── Information given ──
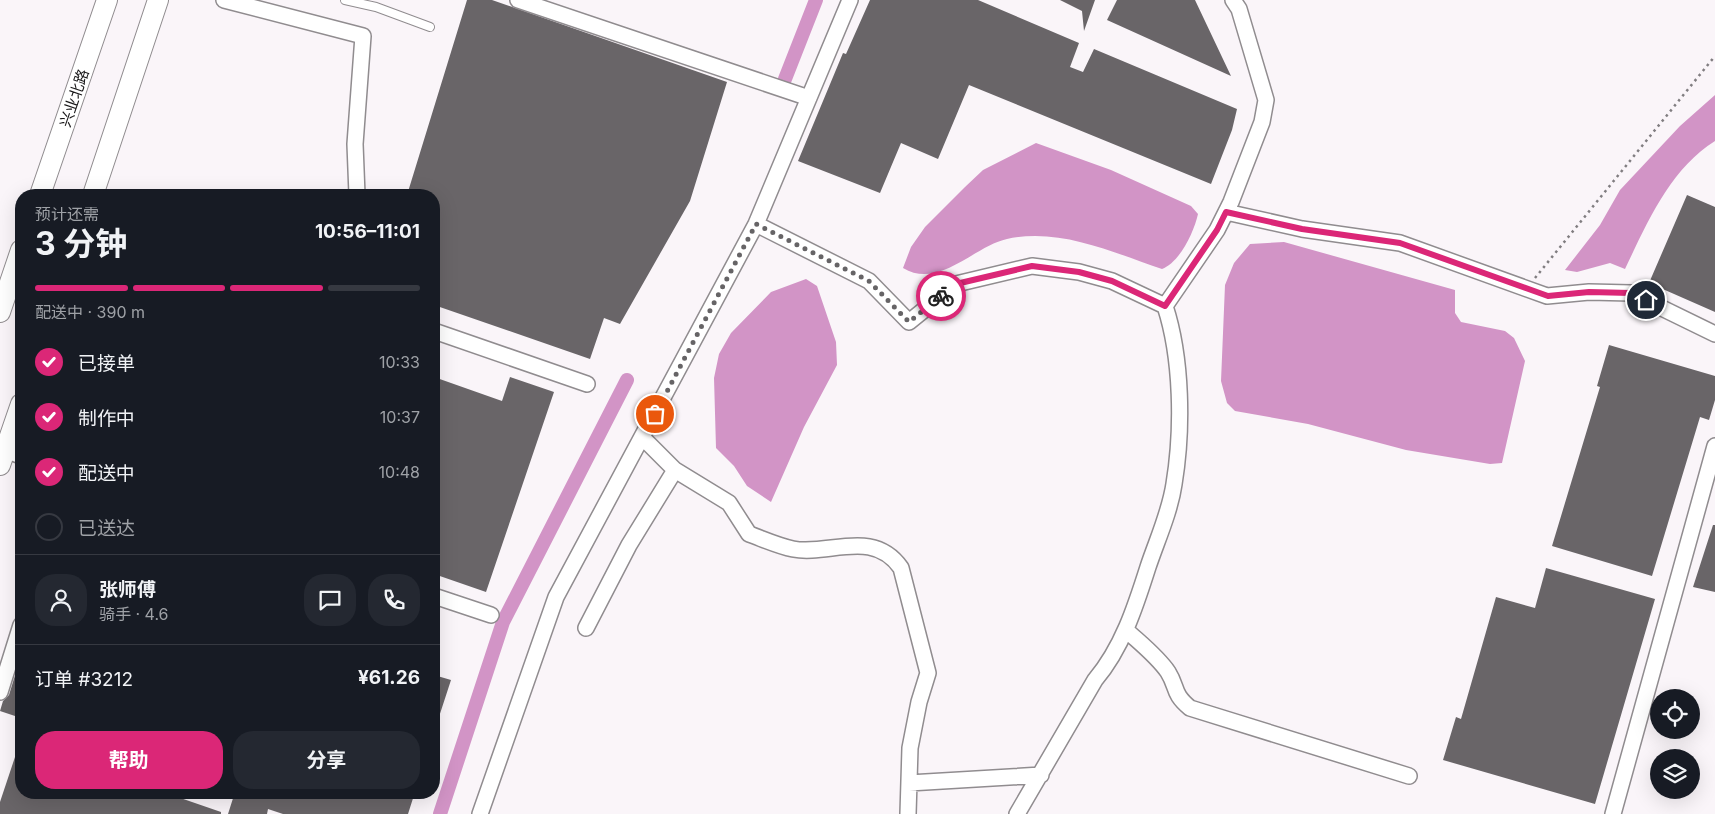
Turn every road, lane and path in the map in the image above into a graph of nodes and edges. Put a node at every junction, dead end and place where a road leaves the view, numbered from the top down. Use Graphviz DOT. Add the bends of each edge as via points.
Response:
graph roads {
  1 [pos="107,0"];
  2 [pos="158,0"];
  3 [pos="224,0"];
  4 [pos="345,0"];
  5 [pos="518,0"];
  6 [pos="850,0"];
  7 [pos="1234,0"];
  8 [pos="430,27"];
  9 [pos="1715,56"];
  10 [pos="809,98"];
  11 [pos="42,189"];
  12 [pos="95,189"];
  13 [pos="357,189"];
  14 [pos="1226,212"];
  15 [pos="756,224"];
  16 [pos="15,268"];
  17 [pos="1526,288"];
  18 [pos="1165,306"];
  19 [pos="0,312"];
  20 [pos="440,333"];
  21 [pos="1715,334"];
  22 [pos="586,384"];
  23 [pos="15,430"];
  24 [pos="642,437"];
  25 [pos="1715,446"];
  26 [pos="9,457"];
  27 [pos="675,470"];
  28 [pos="440,598"];
  29 [pos="491,615"];
  30 [pos="586,628"];
  31 [pos="1126,630"];
  32 [pos="15,644"];
  33 [pos="0,692"];
  34 [pos="1041,775"];
  35 [pos="1409,776"];
  36 [pos="909,783"];
  37 [pos="480,814"];
  38 [pos="908,814"];
  39 [pos="1017,814"];
  40 [pos="1613,814"];
  1 -- 11 [label="main road, 兴业北路"];
  2 -- 12 [label="main road"];
  3 -- 13 [label="street" via="363,36 355,144"];
  4 -- 8 [label="lane" via="376,7"];
  5 -- 10 [label="street"];
  6 -- 10 [label="street"];
  7 -- 14 [label="street" via="1266,100 1262,122"];
  9 -- 17 [label="path"];
  10 -- 15 [label="street"];
  14 -- 17 [label="street" via="1302,229 1400,243"];
  14 -- 18 [label="street"];
  15 -- 18 [label="street" via="869,281 909,322 956,284 1032,266 1079,272 1112,281"];
  15 -- 24 [label="street"];
  16 -- 19 [label="main road"];
  17 -- 21 [label="street" via="1548,296 1589,292 1631,293"];
  18 -- 31 [label="street" via="1174,334 1179,417 1174,485"];
  20 -- 22 [label="street"];
  23 -- 26 [label="main road"];
  24 -- 27 [label="street"];
  24 -- 37 [label="street" via="556,597"];
  25 -- 40 [label="street"];
  27 -- 30 [label="street" via="629,545"];
  27 -- 36 [label="street" via="729,503 749,534 794,549 865,545 894,558 901,568 928,673 910,748"];
  28 -- 29 [label="street"];
  31 -- 34 [label="street"];
  31 -- 35 [label="street" via="1157,659 1169,674 1178,698 1190,708"];
  32 -- 33 [label="street"];
  34 -- 36 [label="street"];
  34 -- 39 [label="street"];
  36 -- 38 [label="street"];
}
───
(Exercise directions): Would you copy out every entry above word for word, without the pictures?

(Written response):
Turn every road, lane and path in the map in the image above into a graph of nodes and edges. Put a node at every junction, dead end and place where a road leaves the view, numbered from the top down. Use Graphviz DOT. Add the bends of each edge as via points.
Response:
graph roads {
  1 [pos="107,0"];
  2 [pos="158,0"];
  3 [pos="224,0"];
  4 [pos="345,0"];
  5 [pos="518,0"];
  6 [pos="850,0"];
  7 [pos="1234,0"];
  8 [pos="430,27"];
  9 [pos="1715,56"];
  10 [pos="809,98"];
  11 [pos="42,189"];
  12 [pos="95,189"];
  13 [pos="357,189"];
  14 [pos="1226,212"];
  15 [pos="756,224"];
  16 [pos="15,268"];
  17 [pos="1526,288"];
  18 [pos="1165,306"];
  19 [pos="0,312"];
  20 [pos="440,333"];
  21 [pos="1715,334"];
  22 [pos="586,384"];
  23 [pos="15,430"];
  24 [pos="642,437"];
  25 [pos="1715,446"];
  26 [pos="9,457"];
  27 [pos="675,470"];
  28 [pos="440,598"];
  29 [pos="491,615"];
  30 [pos="586,628"];
  31 [pos="1126,630"];
  32 [pos="15,644"];
  33 [pos="0,692"];
  34 [pos="1041,775"];
  35 [pos="1409,776"];
  36 [pos="909,783"];
  37 [pos="480,814"];
  38 [pos="908,814"];
  39 [pos="1017,814"];
  40 [pos="1613,814"];
  1 -- 11 [label="main road, 兴业北路"];
  2 -- 12 [label="main road"];
  3 -- 13 [label="street" via="363,36 355,144"];
  4 -- 8 [label="lane" via="376,7"];
  5 -- 10 [label="street"];
  6 -- 10 [label="street"];
  7 -- 14 [label="street" via="1266,100 1262,122"];
  9 -- 17 [label="path"];
  10 -- 15 [label="street"];
  14 -- 17 [label="street" via="1302,229 1400,243"];
  14 -- 18 [label="street"];
  15 -- 18 [label="street" via="869,281 909,322 956,284 1032,266 1079,272 1112,281"];
  15 -- 24 [label="street"];
  16 -- 19 [label="main road"];
  17 -- 21 [label="street" via="1548,296 1589,292 1631,293"];
  18 -- 31 [label="street" via="1174,334 1179,417 1174,485"];
  20 -- 22 [label="street"];
  23 -- 26 [label="main road"];
  24 -- 27 [label="street"];
  24 -- 37 [label="street" via="556,597"];
  25 -- 40 [label="street"];
  27 -- 30 [label="street" via="629,545"];
  27 -- 36 [label="street" via="729,503 749,534 794,549 865,545 894,558 901,568 928,673 910,748"];
  28 -- 29 [label="street"];
  31 -- 34 [label="street"];
  31 -- 35 [label="street" via="1157,659 1169,674 1178,698 1190,708"];
  32 -- 33 [label="street"];
  34 -- 36 [label="street"];
  34 -- 39 [label="street"];
  36 -- 38 [label="street"];
}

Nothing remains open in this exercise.